___ EXTRACTED MATERIAL

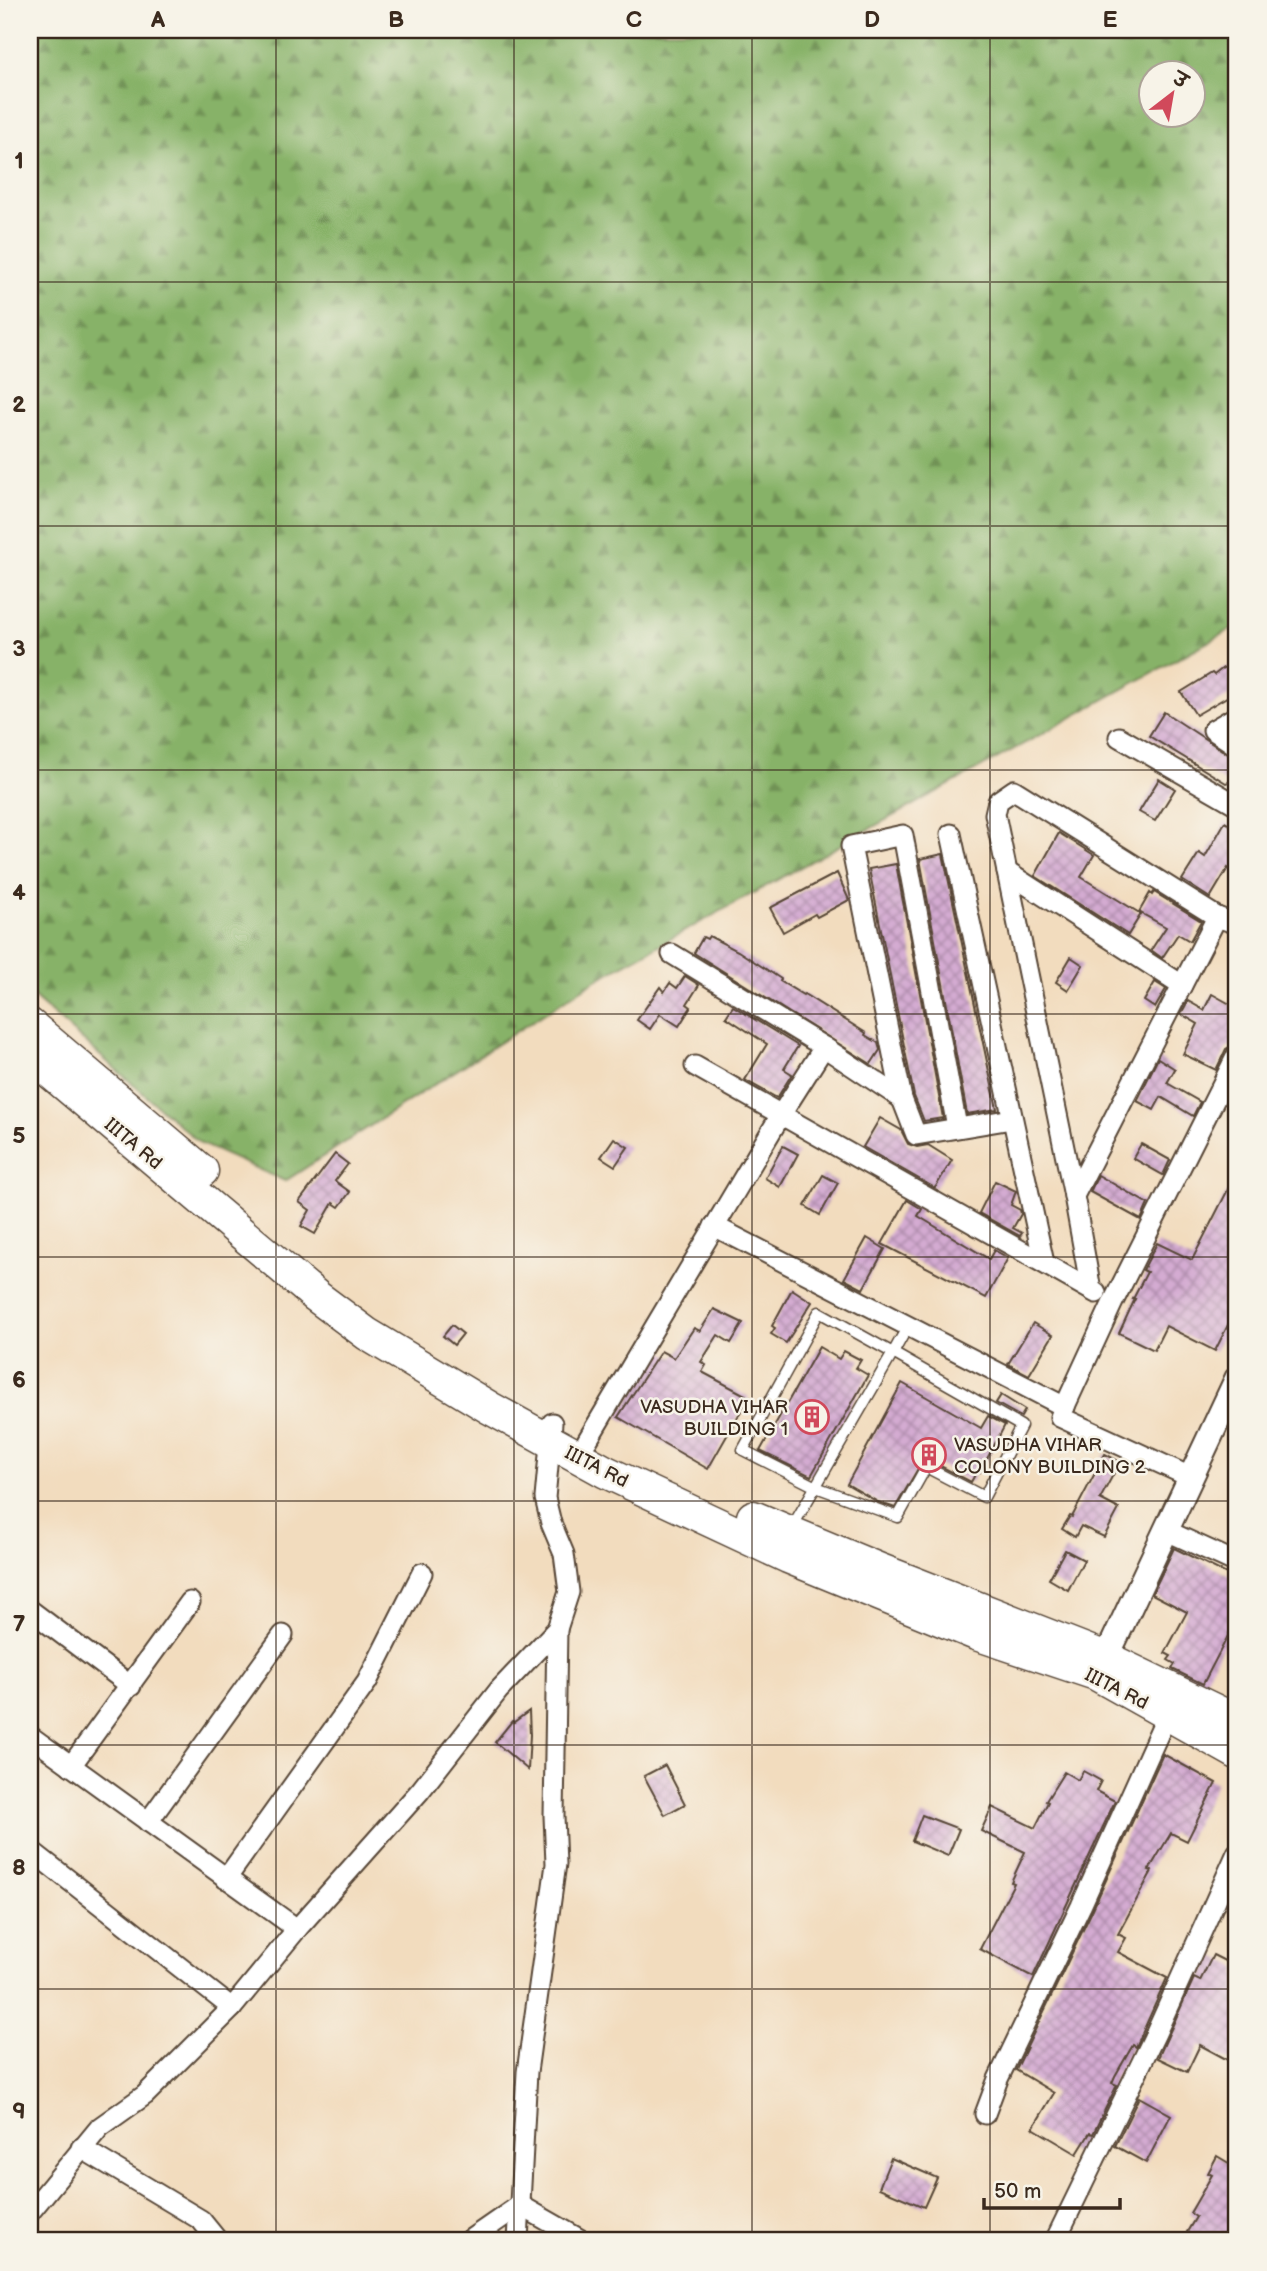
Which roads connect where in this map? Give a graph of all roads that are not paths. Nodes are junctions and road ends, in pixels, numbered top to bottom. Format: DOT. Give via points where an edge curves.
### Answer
graph roads {
  1 [pos="1237,716"];
  2 [pos="1119,737"];
  3 [pos="1237,746"];
  4 [pos="1237,805"];
  5 [pos="951,834"];
  6 [pos="1007,872"];
  7 [pos="1217,916"];
  8 [pos="1237,924"];
  9 [pos="672,954"];
  10 [pos="1182,985"];
  11 [pos="30,1025"];
  12 [pos="824,1047"];
  13 [pos="30,1055"];
  14 [pos="1237,1055"];
  15 [pos="695,1066"];
  16 [pos="902,1099"];
  17 [pos="782,1113"];
  18 [pos="1012,1119"];
  19 [pos="957,1127"];
  20 [pos="1074,1196"];
  21 [pos="714,1226"];
  22 [pos="1044,1263"];
  23 [pos="305,1273"];
  24 [pos="1091,1290"];
  25 [pos="1112,1302"];
  26 [pos="908,1326"];
  27 [pos="893,1353"];
  28 [pos="1237,1379"];
  29 [pos="1065,1407"];
  30 [pos="1229,1418"];
  31 [pos="551,1433"];
  32 [pos="587,1441"];
  33 [pos="1190,1477"];
  34 [pos="817,1487"];
  35 [pos="1165,1530"];
  36 [pos="789,1533"];
  37 [pos="1237,1563"];
  38 [pos="422,1573"];
  39 [pos="190,1602"];
  40 [pos="30,1610"];
  41 [pos="557,1629"];
  42 [pos="283,1634"];
  43 [pos="1101,1666"];
  44 [pos="131,1686"];
  45 [pos="1167,1715"];
  46 [pos="1237,1721"];
  47 [pos="30,1736"];
  48 [pos="1237,1753"];
  49 [pos="71,1766"];
  50 [pos="148,1822"];
  51 [pos="33,1852"];
  52 [pos="1237,1853"];
  53 [pos="226,1879"];
  54 [pos="297,1929"];
  55 [pos="232,2008"];
  56 [pos="985,2114"];
  57 [pos="81,2148"];
  58 [pos="520,2205"];
  59 [pos="30,2212"];
  60 [pos="218,2241"];
  61 [pos="468,2241"];
  62 [pos="518,2241"];
  63 [pos="583,2241"];
  64 [pos="1055,2241"];
  1 -- 3 [label="street" via="1213,730"];
  2 -- 4 [label="street"];
  5 -- 18 [label="street"];
  6 -- 7 [label="street" via="995,814 998,801 1014,790"];
  6 -- 10 [label="street"];
  6 -- 20 [label="street"];
  7 -- 8 [label="street"];
  7 -- 10 [label="street"];
  9 -- 12 [label="street"];
  10 -- 20 [label="street"];
  11 -- 23 [label="main road, IIITA Rd"];
  12 -- 16 [label="street"];
  12 -- 17 [label="street"];
  13 -- 23 [label="main road, IIITA Rd"];
  14 -- 25 [label="street"];
  15 -- 17 [label="street"];
  16 -- 19 [label="street" via="916,1135"];
  16 -- 19 [label="street" via="850,846 903,835"];
  17 -- 21 [label="street"];
  17 -- 22 [label="street"];
  18 -- 19 [label="street"];
  18 -- 22 [label="street"];
  20 -- 24 [label="street"];
  21 -- 26 [label="street"];
  21 -- 32 [label="street"];
  22 -- 24 [label="street"];
  23 -- 31 [label="main road, IIITA Rd" via="366,1334"];
  24 -- 25 [label="street"];
  25 -- 29 [label="street"];
  26 -- 27 [label="lane"];
  26 -- 29 [label="street"];
  27 -- 34 [label="lane"];
  27 -- 34 [label="lane" via="819,1312 743,1450"];
  27 -- 34 [label="lane" via="1021,1426 984,1497 926,1467 898,1517"];
  28 -- 30 [label="street"];
  29 -- 33 [label="street" via="1060,1417"];
  30 -- 33 [label="street"];
  31 -- 32 [label="main road, IIITA Rd"];
  31 -- 41 [label="street" via="545,1498 564,1554 569,1592"];
  31 -- 43 [label="main road, IIITA Rd" via="606,1472 788,1557 976,1634"];
  32 -- 36 [label="main road, IIITA Rd"];
  33 -- 35 [label="street"];
  34 -- 36 [label="lane"];
  35 -- 37 [label="street"];
  35 -- 43 [label="street"];
  36 -- 43 [label="main road, IIITA Rd"];
  38 -- 53 [label="street" via="367,1682"];
  39 -- 44 [label="street"];
  40 -- 44 [label="street"];
  41 -- 54 [label="street" via="499,1690 420,1791"];
  41 -- 58 [label="street" via="556,1864 527,2072"];
  42 -- 50 [label="street"];
  43 -- 45 [label="main road, IIITA Rd"];
  43 -- 46 [label="main road, IIITA Rd"];
  44 -- 49 [label="street"];
  45 -- 48 [label="main road, IIITA Rd"];
  45 -- 56 [label="street"];
  47 -- 49 [label="street"];
  49 -- 50 [label="street"];
  50 -- 53 [label="street"];
  51 -- 55 [label="street"];
  52 -- 64 [label="street" via="1157,2032"];
  53 -- 54 [label="street"];
  54 -- 55 [label="street"];
  55 -- 57 [label="street" via="145,2095 100,2127"];
  57 -- 59 [label="street"];
  57 -- 60 [label="street" via="201,2220"];
  58 -- 61 [label="street"];
  58 -- 62 [label="street"];
  58 -- 63 [label="street"];
}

______

All of the material above is to be retyped verbatim, with its pictures omitted.

Which roads connect where in this map? Give a graph of all roads that are not paths. Nodes are junctions and road ends, in pixels, numbered top to bottom. Format: DOT. Give via points where an edge curves.
### Answer
graph roads {
  1 [pos="1237,716"];
  2 [pos="1119,737"];
  3 [pos="1237,746"];
  4 [pos="1237,805"];
  5 [pos="951,834"];
  6 [pos="1007,872"];
  7 [pos="1217,916"];
  8 [pos="1237,924"];
  9 [pos="672,954"];
  10 [pos="1182,985"];
  11 [pos="30,1025"];
  12 [pos="824,1047"];
  13 [pos="30,1055"];
  14 [pos="1237,1055"];
  15 [pos="695,1066"];
  16 [pos="902,1099"];
  17 [pos="782,1113"];
  18 [pos="1012,1119"];
  19 [pos="957,1127"];
  20 [pos="1074,1196"];
  21 [pos="714,1226"];
  22 [pos="1044,1263"];
  23 [pos="305,1273"];
  24 [pos="1091,1290"];
  25 [pos="1112,1302"];
  26 [pos="908,1326"];
  27 [pos="893,1353"];
  28 [pos="1237,1379"];
  29 [pos="1065,1407"];
  30 [pos="1229,1418"];
  31 [pos="551,1433"];
  32 [pos="587,1441"];
  33 [pos="1190,1477"];
  34 [pos="817,1487"];
  35 [pos="1165,1530"];
  36 [pos="789,1533"];
  37 [pos="1237,1563"];
  38 [pos="422,1573"];
  39 [pos="190,1602"];
  40 [pos="30,1610"];
  41 [pos="557,1629"];
  42 [pos="283,1634"];
  43 [pos="1101,1666"];
  44 [pos="131,1686"];
  45 [pos="1167,1715"];
  46 [pos="1237,1721"];
  47 [pos="30,1736"];
  48 [pos="1237,1753"];
  49 [pos="71,1766"];
  50 [pos="148,1822"];
  51 [pos="33,1852"];
  52 [pos="1237,1853"];
  53 [pos="226,1879"];
  54 [pos="297,1929"];
  55 [pos="232,2008"];
  56 [pos="985,2114"];
  57 [pos="81,2148"];
  58 [pos="520,2205"];
  59 [pos="30,2212"];
  60 [pos="218,2241"];
  61 [pos="468,2241"];
  62 [pos="518,2241"];
  63 [pos="583,2241"];
  64 [pos="1055,2241"];
  1 -- 3 [label="street" via="1213,730"];
  2 -- 4 [label="street"];
  5 -- 18 [label="street"];
  6 -- 7 [label="street" via="995,814 998,801 1014,790"];
  6 -- 10 [label="street"];
  6 -- 20 [label="street"];
  7 -- 8 [label="street"];
  7 -- 10 [label="street"];
  9 -- 12 [label="street"];
  10 -- 20 [label="street"];
  11 -- 23 [label="main road, IIITA Rd"];
  12 -- 16 [label="street"];
  12 -- 17 [label="street"];
  13 -- 23 [label="main road, IIITA Rd"];
  14 -- 25 [label="street"];
  15 -- 17 [label="street"];
  16 -- 19 [label="street" via="916,1135"];
  16 -- 19 [label="street" via="850,846 903,835"];
  17 -- 21 [label="street"];
  17 -- 22 [label="street"];
  18 -- 19 [label="street"];
  18 -- 22 [label="street"];
  20 -- 24 [label="street"];
  21 -- 26 [label="street"];
  21 -- 32 [label="street"];
  22 -- 24 [label="street"];
  23 -- 31 [label="main road, IIITA Rd" via="366,1334"];
  24 -- 25 [label="street"];
  25 -- 29 [label="street"];
  26 -- 27 [label="lane"];
  26 -- 29 [label="street"];
  27 -- 34 [label="lane"];
  27 -- 34 [label="lane" via="819,1312 743,1450"];
  27 -- 34 [label="lane" via="1021,1426 984,1497 926,1467 898,1517"];
  28 -- 30 [label="street"];
  29 -- 33 [label="street" via="1060,1417"];
  30 -- 33 [label="street"];
  31 -- 32 [label="main road, IIITA Rd"];
  31 -- 41 [label="street" via="545,1498 564,1554 569,1592"];
  31 -- 43 [label="main road, IIITA Rd" via="606,1472 788,1557 976,1634"];
  32 -- 36 [label="main road, IIITA Rd"];
  33 -- 35 [label="street"];
  34 -- 36 [label="lane"];
  35 -- 37 [label="street"];
  35 -- 43 [label="street"];
  36 -- 43 [label="main road, IIITA Rd"];
  38 -- 53 [label="street" via="367,1682"];
  39 -- 44 [label="street"];
  40 -- 44 [label="street"];
  41 -- 54 [label="street" via="499,1690 420,1791"];
  41 -- 58 [label="street" via="556,1864 527,2072"];
  42 -- 50 [label="street"];
  43 -- 45 [label="main road, IIITA Rd"];
  43 -- 46 [label="main road, IIITA Rd"];
  44 -- 49 [label="street"];
  45 -- 48 [label="main road, IIITA Rd"];
  45 -- 56 [label="street"];
  47 -- 49 [label="street"];
  49 -- 50 [label="street"];
  50 -- 53 [label="street"];
  51 -- 55 [label="street"];
  52 -- 64 [label="street" via="1157,2032"];
  53 -- 54 [label="street"];
  54 -- 55 [label="street"];
  55 -- 57 [label="street" via="145,2095 100,2127"];
  57 -- 59 [label="street"];
  57 -- 60 [label="street" via="201,2220"];
  58 -- 61 [label="street"];
  58 -- 62 [label="street"];
  58 -- 63 [label="street"];
}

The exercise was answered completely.